SOURCE MATERIAL:
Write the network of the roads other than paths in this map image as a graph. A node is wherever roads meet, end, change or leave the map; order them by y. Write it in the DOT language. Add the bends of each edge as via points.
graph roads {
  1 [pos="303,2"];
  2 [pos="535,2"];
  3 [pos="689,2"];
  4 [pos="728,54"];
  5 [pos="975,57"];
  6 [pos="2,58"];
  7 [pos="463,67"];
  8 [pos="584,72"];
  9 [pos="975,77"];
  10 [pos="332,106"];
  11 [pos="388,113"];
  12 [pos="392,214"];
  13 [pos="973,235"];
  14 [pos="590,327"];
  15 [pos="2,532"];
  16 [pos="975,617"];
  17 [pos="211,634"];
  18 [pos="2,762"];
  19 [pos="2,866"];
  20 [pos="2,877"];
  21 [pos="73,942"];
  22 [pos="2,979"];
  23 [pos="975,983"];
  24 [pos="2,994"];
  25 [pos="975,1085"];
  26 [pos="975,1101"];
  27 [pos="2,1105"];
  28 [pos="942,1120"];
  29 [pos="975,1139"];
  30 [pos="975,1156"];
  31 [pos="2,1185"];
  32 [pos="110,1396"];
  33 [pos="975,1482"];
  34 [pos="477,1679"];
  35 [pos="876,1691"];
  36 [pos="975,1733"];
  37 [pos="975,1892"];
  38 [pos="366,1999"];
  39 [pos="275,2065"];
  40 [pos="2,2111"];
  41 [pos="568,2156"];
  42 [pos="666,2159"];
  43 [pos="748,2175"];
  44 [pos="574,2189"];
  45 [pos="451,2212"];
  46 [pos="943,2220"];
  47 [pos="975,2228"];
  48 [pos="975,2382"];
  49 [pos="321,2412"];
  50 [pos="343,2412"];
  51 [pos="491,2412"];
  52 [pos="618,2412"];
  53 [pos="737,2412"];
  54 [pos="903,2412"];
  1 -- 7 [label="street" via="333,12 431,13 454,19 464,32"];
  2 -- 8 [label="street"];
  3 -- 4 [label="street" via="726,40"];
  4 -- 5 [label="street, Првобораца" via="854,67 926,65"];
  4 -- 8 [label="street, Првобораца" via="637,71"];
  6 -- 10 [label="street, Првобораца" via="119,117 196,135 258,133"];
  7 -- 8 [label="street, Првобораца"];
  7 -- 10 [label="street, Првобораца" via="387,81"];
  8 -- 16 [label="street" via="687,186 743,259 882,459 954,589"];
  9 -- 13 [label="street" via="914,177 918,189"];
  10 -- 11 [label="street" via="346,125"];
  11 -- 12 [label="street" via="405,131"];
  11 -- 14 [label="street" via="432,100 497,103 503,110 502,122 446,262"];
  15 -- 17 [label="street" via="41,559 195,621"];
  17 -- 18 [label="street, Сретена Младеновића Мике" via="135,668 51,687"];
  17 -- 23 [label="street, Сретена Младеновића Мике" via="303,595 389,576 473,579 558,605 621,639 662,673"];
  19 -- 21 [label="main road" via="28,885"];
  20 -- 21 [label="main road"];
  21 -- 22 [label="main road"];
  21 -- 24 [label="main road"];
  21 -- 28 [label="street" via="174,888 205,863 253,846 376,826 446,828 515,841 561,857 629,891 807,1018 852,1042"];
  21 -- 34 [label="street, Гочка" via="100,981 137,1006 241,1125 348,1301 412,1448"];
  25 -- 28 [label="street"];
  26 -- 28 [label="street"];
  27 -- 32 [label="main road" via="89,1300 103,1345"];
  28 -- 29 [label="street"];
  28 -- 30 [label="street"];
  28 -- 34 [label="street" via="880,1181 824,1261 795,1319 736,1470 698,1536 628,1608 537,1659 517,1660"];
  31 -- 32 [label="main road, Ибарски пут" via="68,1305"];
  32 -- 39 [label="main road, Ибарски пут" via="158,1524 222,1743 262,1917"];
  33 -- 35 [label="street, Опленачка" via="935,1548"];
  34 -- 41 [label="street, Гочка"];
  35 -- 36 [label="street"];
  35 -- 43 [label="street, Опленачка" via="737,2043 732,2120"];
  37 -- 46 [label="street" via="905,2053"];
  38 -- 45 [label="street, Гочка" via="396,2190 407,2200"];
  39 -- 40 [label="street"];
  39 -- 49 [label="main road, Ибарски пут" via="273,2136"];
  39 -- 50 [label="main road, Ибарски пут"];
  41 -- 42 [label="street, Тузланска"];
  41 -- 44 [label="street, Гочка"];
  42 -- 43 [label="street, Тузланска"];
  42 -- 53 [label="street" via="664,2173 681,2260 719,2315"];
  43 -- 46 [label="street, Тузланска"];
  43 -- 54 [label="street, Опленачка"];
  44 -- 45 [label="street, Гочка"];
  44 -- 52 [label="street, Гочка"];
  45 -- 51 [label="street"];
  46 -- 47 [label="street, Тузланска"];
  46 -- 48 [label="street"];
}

GOAL OF THE EXERCISE:
Return each line from the entries above that includes "Опленачка".

SOLUTION FOR THIS EXERCISE:
  33 -- 35 [label="street, Опленачка" via="935,1548"];
  35 -- 43 [label="street, Опленачка" via="737,2043 732,2120"];
  43 -- 54 [label="street, Опленачка"];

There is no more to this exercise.